#### [What the task asks]
All records below must be written out exactly, with the pictures excluded.

#### [Data shown]

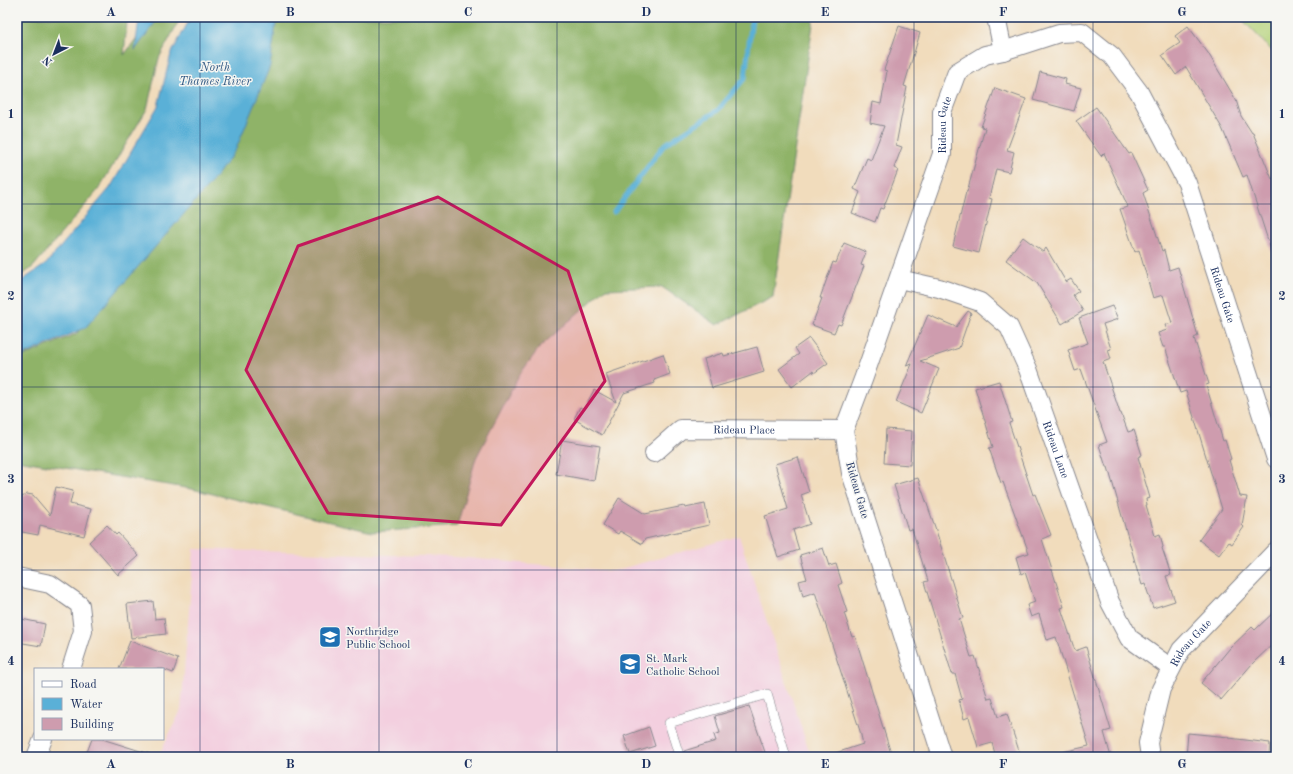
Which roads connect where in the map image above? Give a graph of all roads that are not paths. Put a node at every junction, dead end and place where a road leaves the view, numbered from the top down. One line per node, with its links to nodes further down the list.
1 (996, 17): 2 (street)
2 (1003, 51): 3 (street, Rideau Gate); 6 (street, Rideau Gate)
3 (899, 279): 4 (street, Rideau Gate); 10 (street, Rideau Lane)
4 (844, 430): 5 (street, Rideau Place); 15 (street, Rideau Gate)
5 (654, 453)
6 (1276, 459)
7 (1276, 551): 10 (street, Rideau Gate)
8 (17, 577): 9 (street)
9 (71, 668)
10 (1171, 668): 16 (street, Rideau Gate)
11 (43, 740): 12 (street)
12 (36, 757)
13 (674, 757): 14 (lane)
14 (786, 757)
15 (942, 757)
16 (1150, 757)

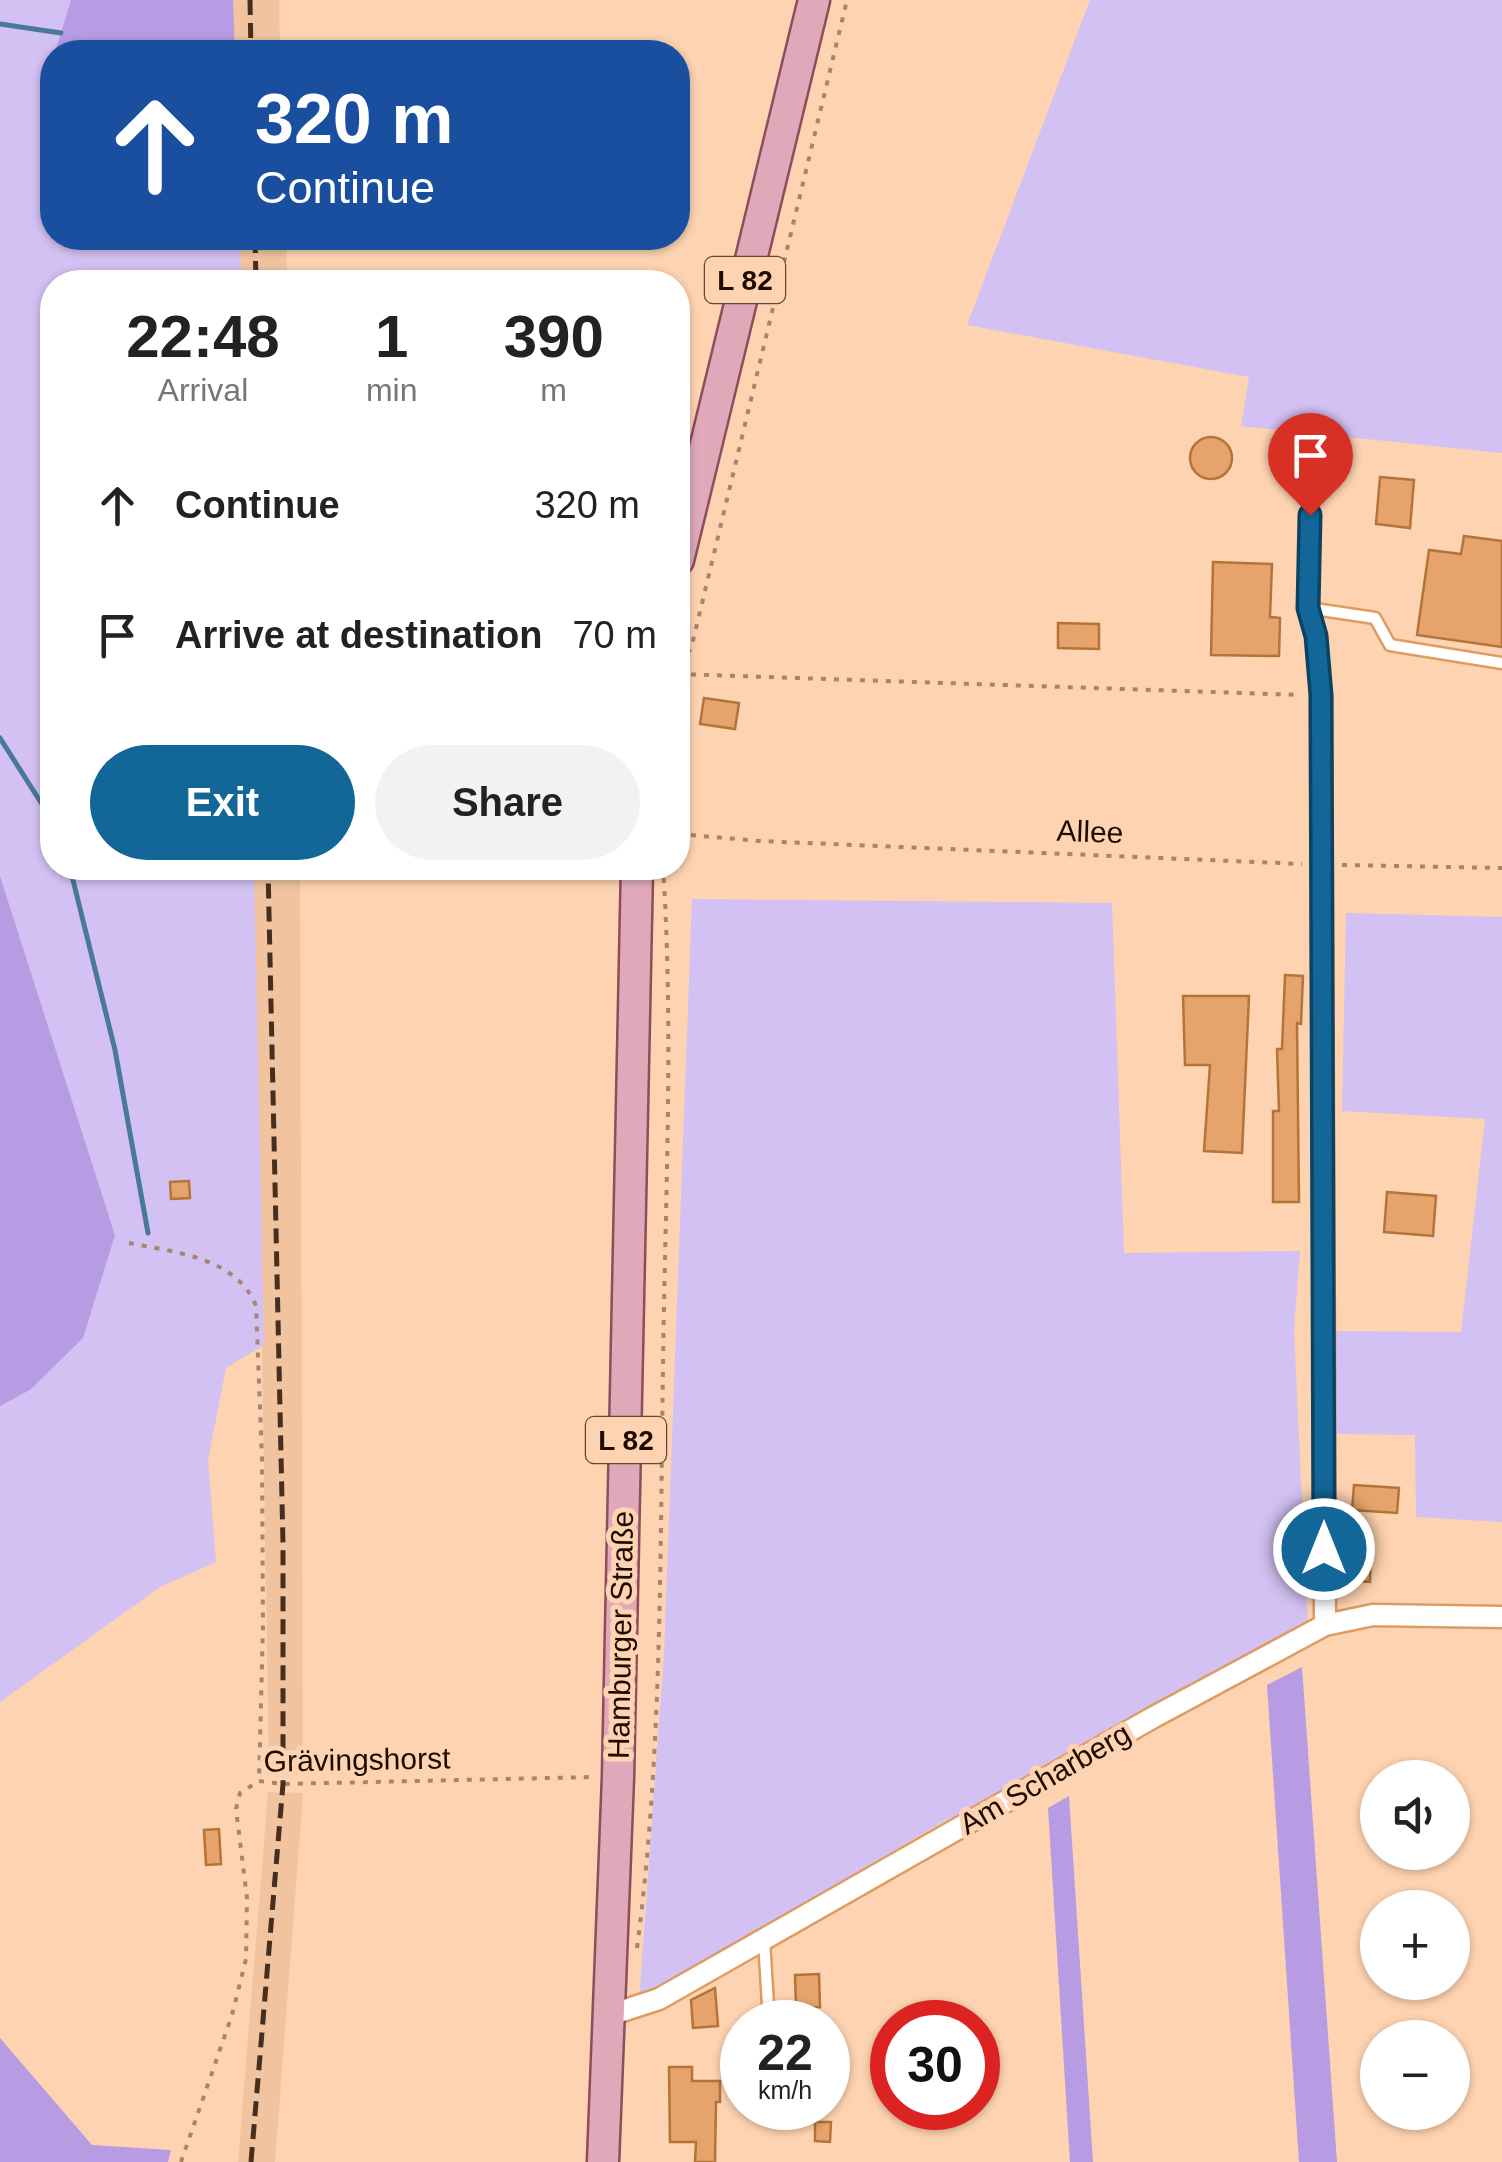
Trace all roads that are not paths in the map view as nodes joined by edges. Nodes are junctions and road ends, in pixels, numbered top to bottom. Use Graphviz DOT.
graph roads {
  1 [pos="814,0"];
  2 [pos="690,511"];
  3 [pos="1310,515"];
  4 [pos="1308,608"];
  5 [pos="1502,664"];
  6 [pos="1321,695"];
  7 [pos="637,880"];
  8 [pos="1502,1618"];
  9 [pos="1325,1625"];
  10 [pos="764,1939"];
  11 [pos="768,2000"];
  12 [pos="608,2012"];
  13 [pos="603,2162"];
  1 -- 2 [label="main road, L 82"];
  3 -- 4 [label="lane"];
  4 -- 5 [label="lane"];
  4 -- 6 [label="lane"];
  6 -- 9 [label="street"];
  7 -- 12 [label="main road, Hamburger Straße / L 82"];
  8 -- 9 [label="street, Am Scharberg"];
  9 -- 10 [label="street, Am Scharberg"];
  10 -- 11 [label="lane"];
  10 -- 12 [label="street, Am Scharberg"];
  12 -- 13 [label="main road, Hamburger Straße / L 82"];
}
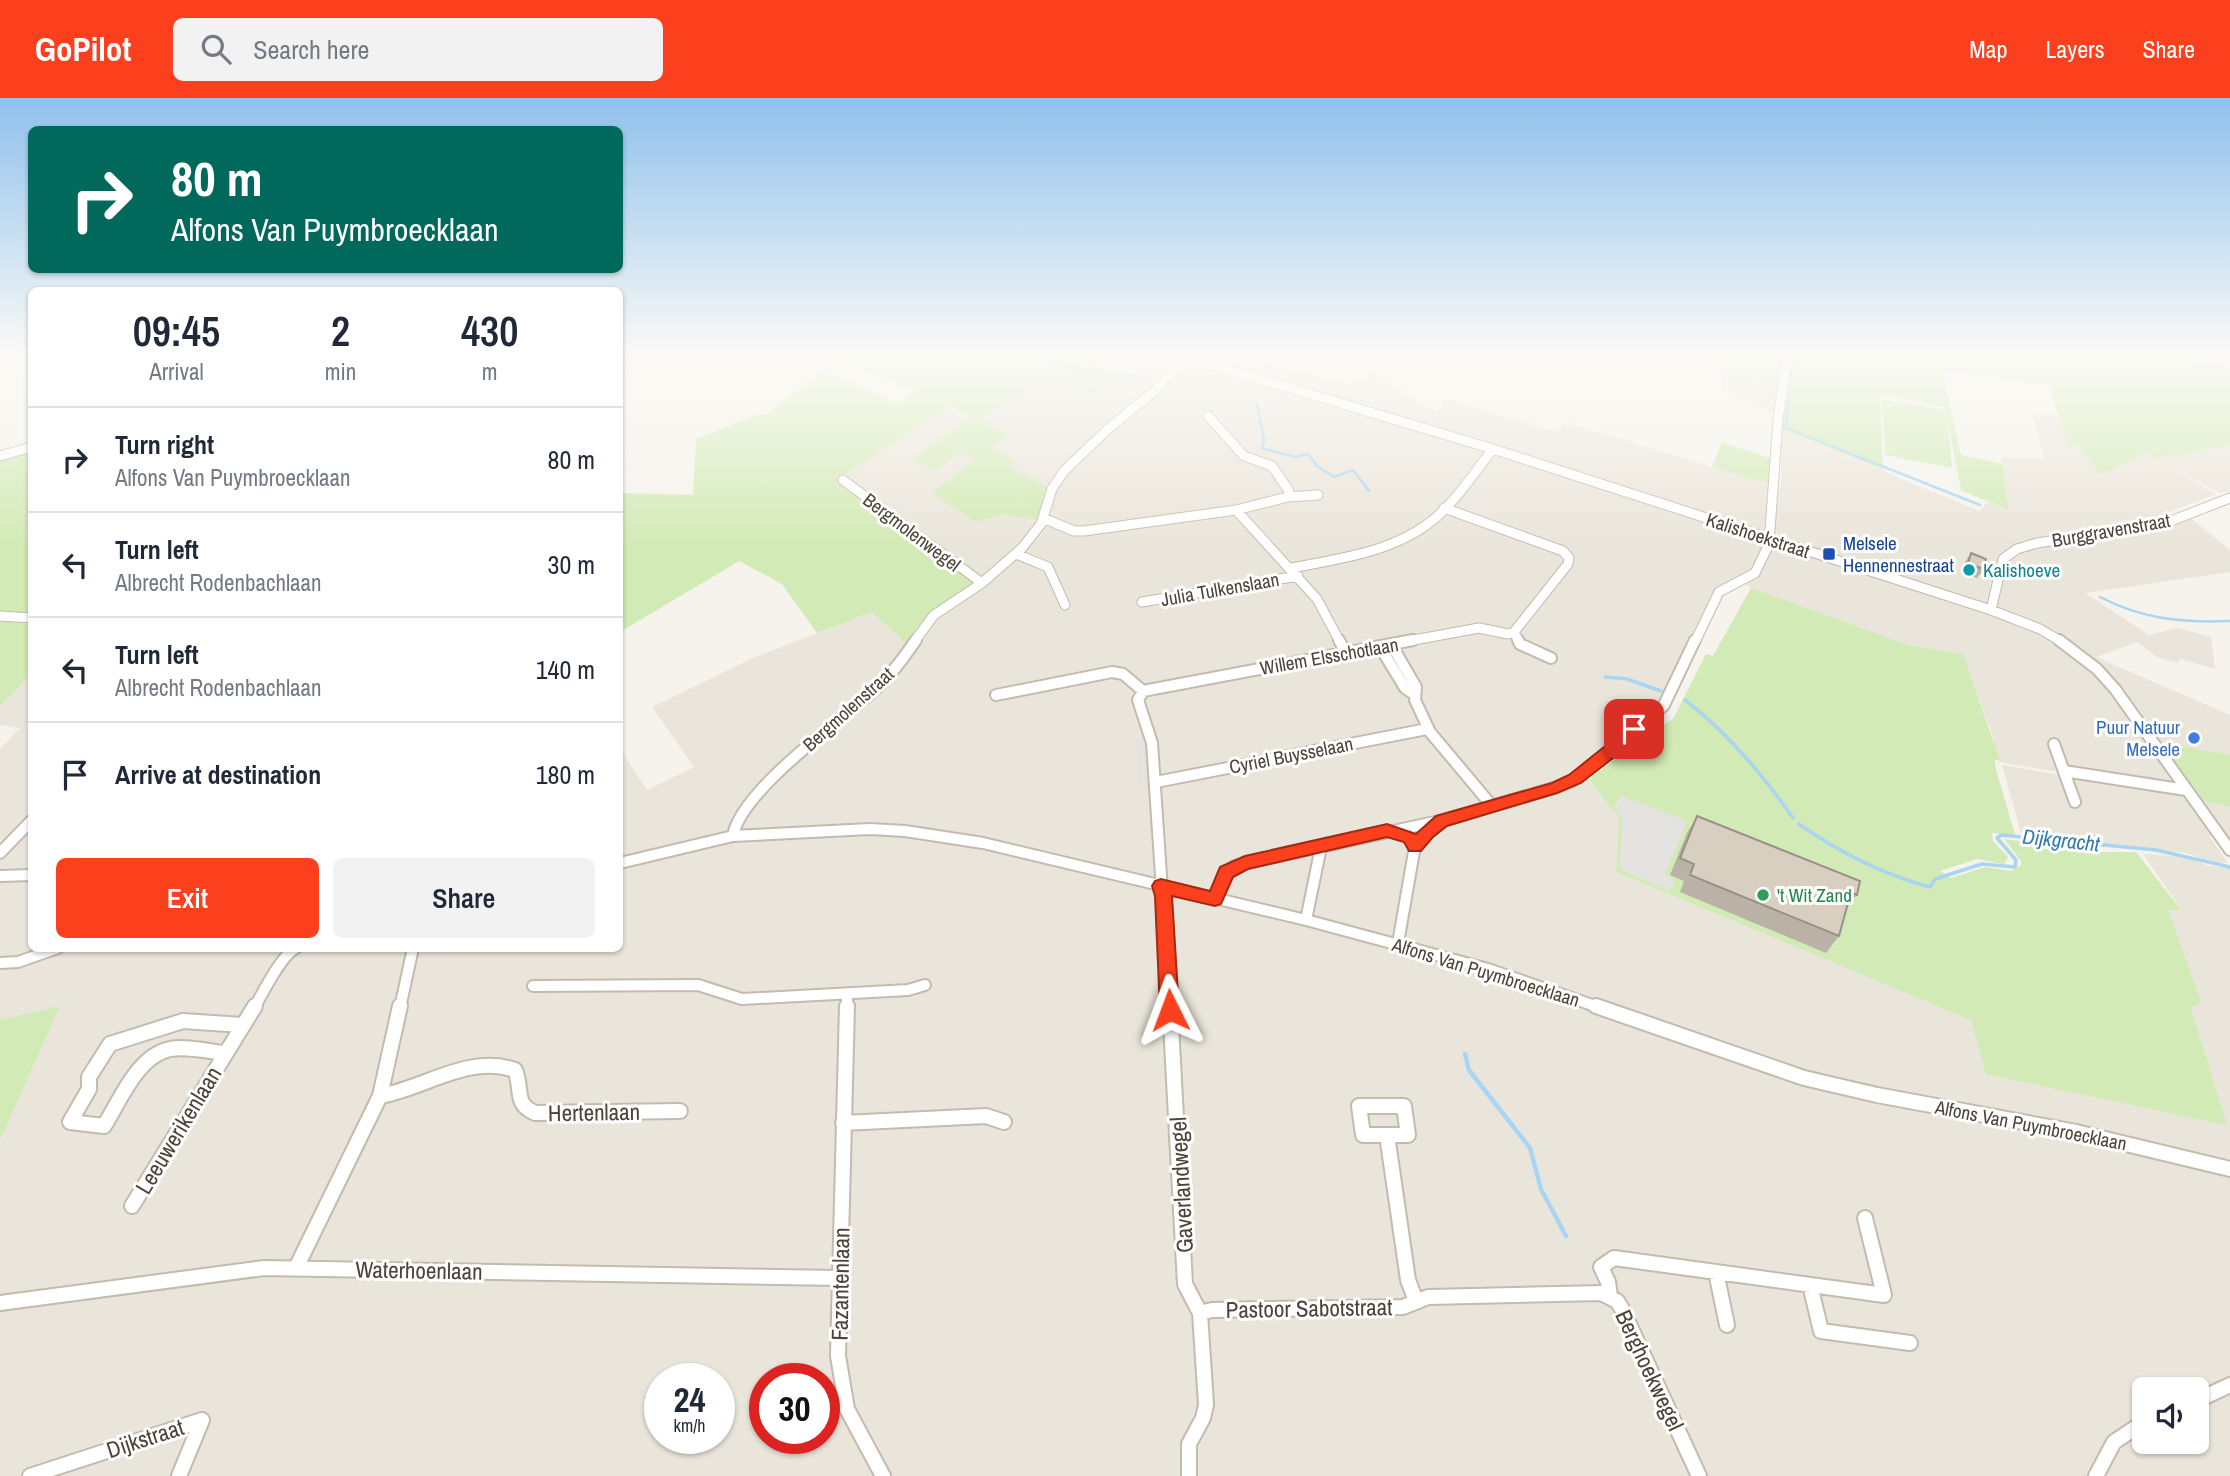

#### [Problem solution]
Which roads connect where in the map image above? Give a graph of all roads that are not paths. Put a node at every junction, dead end and place where a road leaves the view, numbered from the top down. One line per node, with its links to nodes further down the list.
1 (996, 17): 2 (street)
2 (1003, 51): 3 (street, Rideau Gate); 6 (street, Rideau Gate)
3 (899, 279): 4 (street, Rideau Gate); 10 (street, Rideau Lane)
4 (844, 430): 5 (street, Rideau Place); 15 (street, Rideau Gate)
5 (654, 453)
6 (1276, 459)
7 (1276, 551): 10 (street, Rideau Gate)
8 (17, 577): 9 (street)
9 (71, 668)
10 (1171, 668): 16 (street, Rideau Gate)
11 (43, 740): 12 (street)
12 (36, 757)
13 (674, 757): 14 (lane)
14 (786, 757)
15 (942, 757)
16 (1150, 757)

Trace all roads that are not paths in the map view as nodes joined by edges. Nodes are junctions and road ends, in pixels, numbered top to bottom. Use Graphviz DOT.
graph roads {
  1 [pos="814,0"];
  2 [pos="690,511"];
  3 [pos="1310,515"];
  4 [pos="1308,608"];
  5 [pos="1502,664"];
  6 [pos="1321,695"];
  7 [pos="637,880"];
  8 [pos="1502,1618"];
  9 [pos="1325,1625"];
  10 [pos="764,1939"];
  11 [pos="768,2000"];
  12 [pos="608,2012"];
  13 [pos="603,2162"];
  1 -- 2 [label="main road, L 82"];
  3 -- 4 [label="lane"];
  4 -- 5 [label="lane"];
  4 -- 6 [label="lane"];
  6 -- 9 [label="street"];
  7 -- 12 [label="main road, Hamburger Straße / L 82"];
  8 -- 9 [label="street, Am Scharberg"];
  9 -- 10 [label="street, Am Scharberg"];
  10 -- 11 [label="lane"];
  10 -- 12 [label="street, Am Scharberg"];
  12 -- 13 [label="main road, Hamburger Straße / L 82"];
}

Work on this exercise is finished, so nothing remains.